--- Data to examine ---
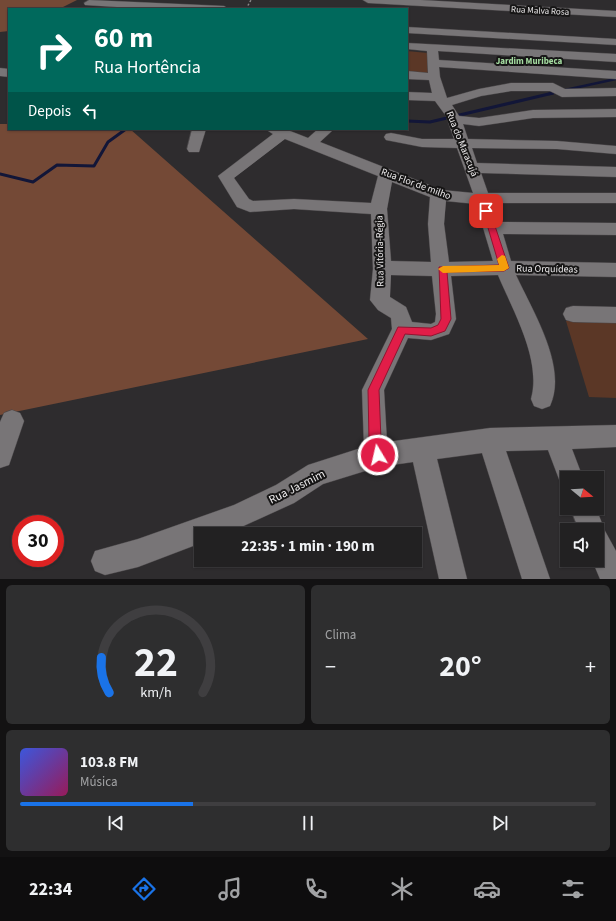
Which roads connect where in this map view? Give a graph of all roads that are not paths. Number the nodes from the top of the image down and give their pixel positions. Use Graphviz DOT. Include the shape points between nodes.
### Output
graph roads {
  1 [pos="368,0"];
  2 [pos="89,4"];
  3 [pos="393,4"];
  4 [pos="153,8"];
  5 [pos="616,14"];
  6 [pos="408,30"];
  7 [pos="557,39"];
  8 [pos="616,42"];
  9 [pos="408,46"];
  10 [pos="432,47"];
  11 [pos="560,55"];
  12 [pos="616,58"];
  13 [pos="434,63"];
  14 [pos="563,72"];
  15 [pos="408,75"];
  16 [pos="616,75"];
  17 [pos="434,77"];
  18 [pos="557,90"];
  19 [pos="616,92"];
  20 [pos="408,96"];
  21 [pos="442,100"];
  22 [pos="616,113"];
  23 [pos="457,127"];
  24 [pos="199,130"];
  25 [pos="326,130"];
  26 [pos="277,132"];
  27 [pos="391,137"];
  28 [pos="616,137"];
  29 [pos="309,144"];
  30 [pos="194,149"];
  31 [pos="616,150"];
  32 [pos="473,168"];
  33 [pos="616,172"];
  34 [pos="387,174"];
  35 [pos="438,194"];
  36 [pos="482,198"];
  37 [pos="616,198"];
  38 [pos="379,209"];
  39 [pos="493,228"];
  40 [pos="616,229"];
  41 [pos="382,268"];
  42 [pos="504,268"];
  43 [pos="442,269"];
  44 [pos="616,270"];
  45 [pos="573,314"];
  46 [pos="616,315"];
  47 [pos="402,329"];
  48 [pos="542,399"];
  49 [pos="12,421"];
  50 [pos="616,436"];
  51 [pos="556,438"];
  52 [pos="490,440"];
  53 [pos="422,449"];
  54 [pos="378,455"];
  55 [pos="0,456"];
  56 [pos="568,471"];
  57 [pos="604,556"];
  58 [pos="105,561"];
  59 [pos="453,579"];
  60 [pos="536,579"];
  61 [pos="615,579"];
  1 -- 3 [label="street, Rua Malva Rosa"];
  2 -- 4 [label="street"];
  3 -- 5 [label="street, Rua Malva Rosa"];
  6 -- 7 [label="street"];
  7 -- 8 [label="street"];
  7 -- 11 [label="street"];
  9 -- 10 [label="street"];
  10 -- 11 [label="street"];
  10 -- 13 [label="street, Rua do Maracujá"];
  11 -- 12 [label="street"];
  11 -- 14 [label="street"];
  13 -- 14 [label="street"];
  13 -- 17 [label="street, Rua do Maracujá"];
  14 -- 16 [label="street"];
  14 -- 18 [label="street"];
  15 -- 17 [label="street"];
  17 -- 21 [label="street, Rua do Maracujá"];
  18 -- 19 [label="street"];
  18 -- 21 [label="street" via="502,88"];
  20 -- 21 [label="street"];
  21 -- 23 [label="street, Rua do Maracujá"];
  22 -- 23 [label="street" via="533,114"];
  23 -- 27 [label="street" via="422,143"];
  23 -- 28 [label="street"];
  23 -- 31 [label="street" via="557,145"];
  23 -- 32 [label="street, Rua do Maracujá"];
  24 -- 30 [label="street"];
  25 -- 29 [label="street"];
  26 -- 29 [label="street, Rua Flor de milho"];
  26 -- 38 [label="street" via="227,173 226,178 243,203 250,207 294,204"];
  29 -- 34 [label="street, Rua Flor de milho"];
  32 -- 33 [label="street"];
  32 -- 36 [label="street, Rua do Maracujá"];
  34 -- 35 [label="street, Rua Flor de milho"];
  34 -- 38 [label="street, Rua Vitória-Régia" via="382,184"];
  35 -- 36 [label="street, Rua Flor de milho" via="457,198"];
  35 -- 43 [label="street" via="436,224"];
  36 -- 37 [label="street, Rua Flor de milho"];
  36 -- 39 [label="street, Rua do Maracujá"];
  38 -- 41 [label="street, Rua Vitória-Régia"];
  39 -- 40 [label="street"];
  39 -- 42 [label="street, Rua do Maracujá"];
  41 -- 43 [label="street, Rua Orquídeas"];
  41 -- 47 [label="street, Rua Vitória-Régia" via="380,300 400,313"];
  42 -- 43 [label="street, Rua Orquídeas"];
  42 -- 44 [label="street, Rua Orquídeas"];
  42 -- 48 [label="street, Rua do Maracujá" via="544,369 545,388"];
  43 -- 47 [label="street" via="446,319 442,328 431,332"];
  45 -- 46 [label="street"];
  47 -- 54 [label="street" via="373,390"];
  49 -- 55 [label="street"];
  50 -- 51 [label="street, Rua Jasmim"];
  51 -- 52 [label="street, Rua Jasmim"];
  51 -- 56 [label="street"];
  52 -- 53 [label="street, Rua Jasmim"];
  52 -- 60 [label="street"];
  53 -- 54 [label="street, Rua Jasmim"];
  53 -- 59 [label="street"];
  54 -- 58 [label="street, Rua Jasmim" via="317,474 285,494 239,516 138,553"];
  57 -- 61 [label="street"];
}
---
--- Data to examine ---
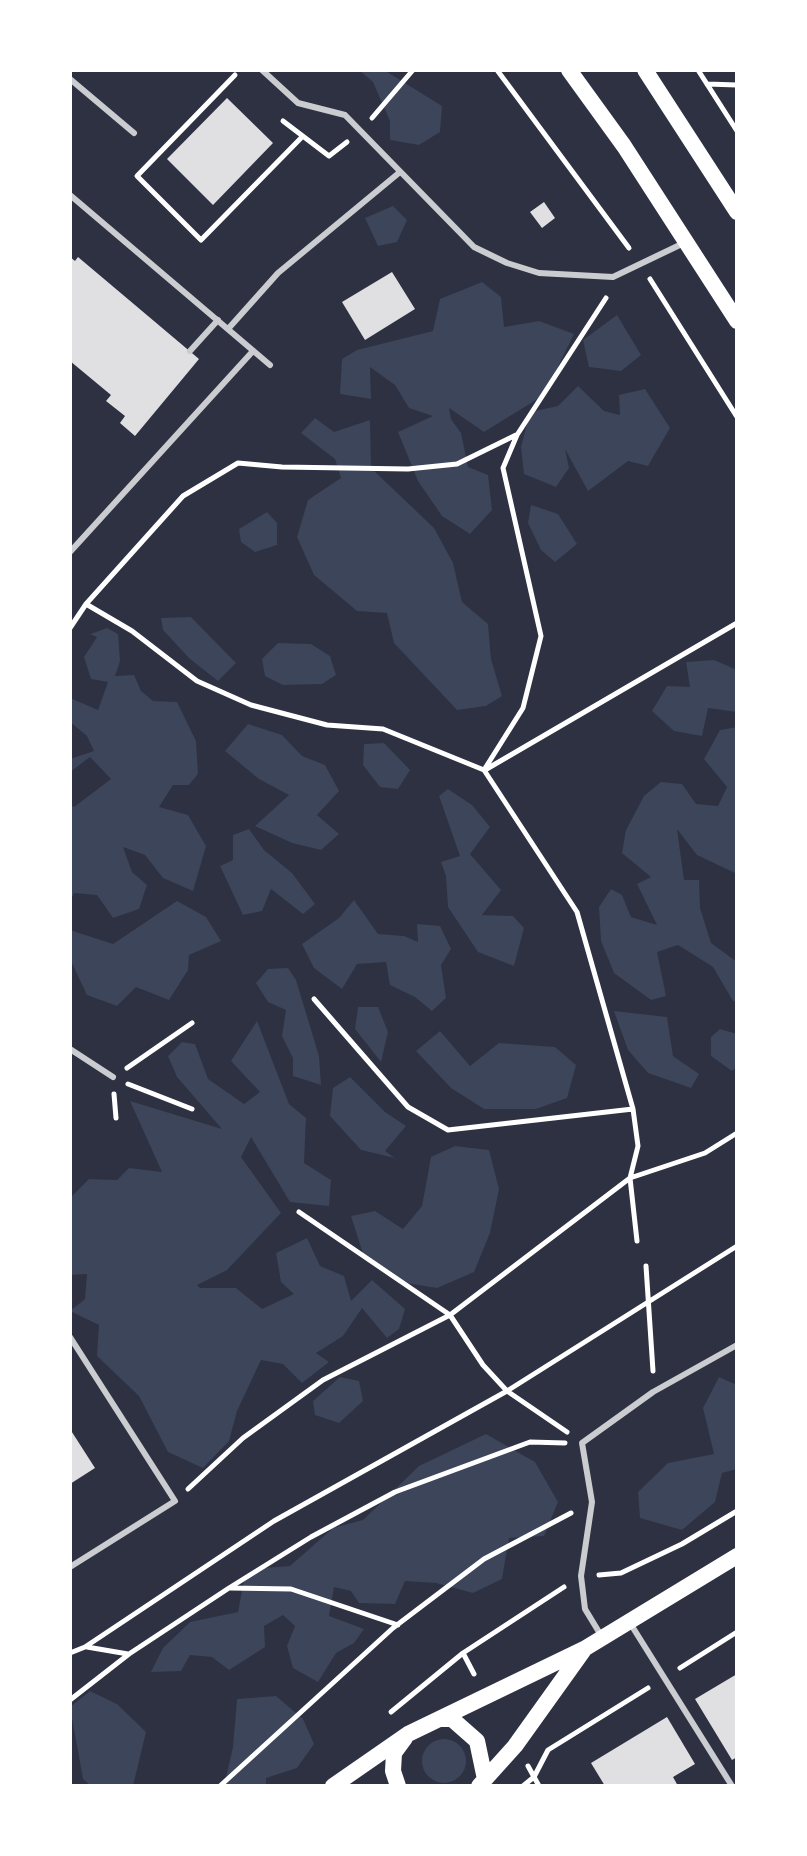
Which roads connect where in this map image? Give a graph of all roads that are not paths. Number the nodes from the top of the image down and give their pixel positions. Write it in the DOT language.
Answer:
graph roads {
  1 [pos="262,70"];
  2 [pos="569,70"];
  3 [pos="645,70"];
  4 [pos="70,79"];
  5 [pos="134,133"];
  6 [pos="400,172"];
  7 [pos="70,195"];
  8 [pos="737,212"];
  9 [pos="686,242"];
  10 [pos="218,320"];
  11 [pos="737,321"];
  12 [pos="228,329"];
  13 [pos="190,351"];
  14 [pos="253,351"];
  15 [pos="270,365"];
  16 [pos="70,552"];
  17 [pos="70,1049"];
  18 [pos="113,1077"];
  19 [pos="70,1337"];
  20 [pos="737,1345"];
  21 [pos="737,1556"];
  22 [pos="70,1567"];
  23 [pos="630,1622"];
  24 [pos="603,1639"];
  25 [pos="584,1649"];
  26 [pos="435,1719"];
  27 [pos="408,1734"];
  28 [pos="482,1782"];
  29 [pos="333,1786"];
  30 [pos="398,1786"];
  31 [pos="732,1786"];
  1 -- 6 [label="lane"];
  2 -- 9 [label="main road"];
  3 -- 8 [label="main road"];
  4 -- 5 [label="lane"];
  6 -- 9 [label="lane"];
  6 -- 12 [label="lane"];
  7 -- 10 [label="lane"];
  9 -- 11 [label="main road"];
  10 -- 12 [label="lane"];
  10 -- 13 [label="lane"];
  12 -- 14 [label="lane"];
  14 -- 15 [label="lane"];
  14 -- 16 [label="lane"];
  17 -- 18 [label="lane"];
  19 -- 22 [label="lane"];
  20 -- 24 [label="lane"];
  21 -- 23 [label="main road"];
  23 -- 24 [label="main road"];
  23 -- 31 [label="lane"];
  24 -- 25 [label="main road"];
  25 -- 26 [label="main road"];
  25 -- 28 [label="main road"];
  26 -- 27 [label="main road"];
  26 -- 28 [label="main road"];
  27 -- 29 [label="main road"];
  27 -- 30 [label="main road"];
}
---
Line count for the string "Régia": please say how many lines in the entries above contain it, with no other words.

3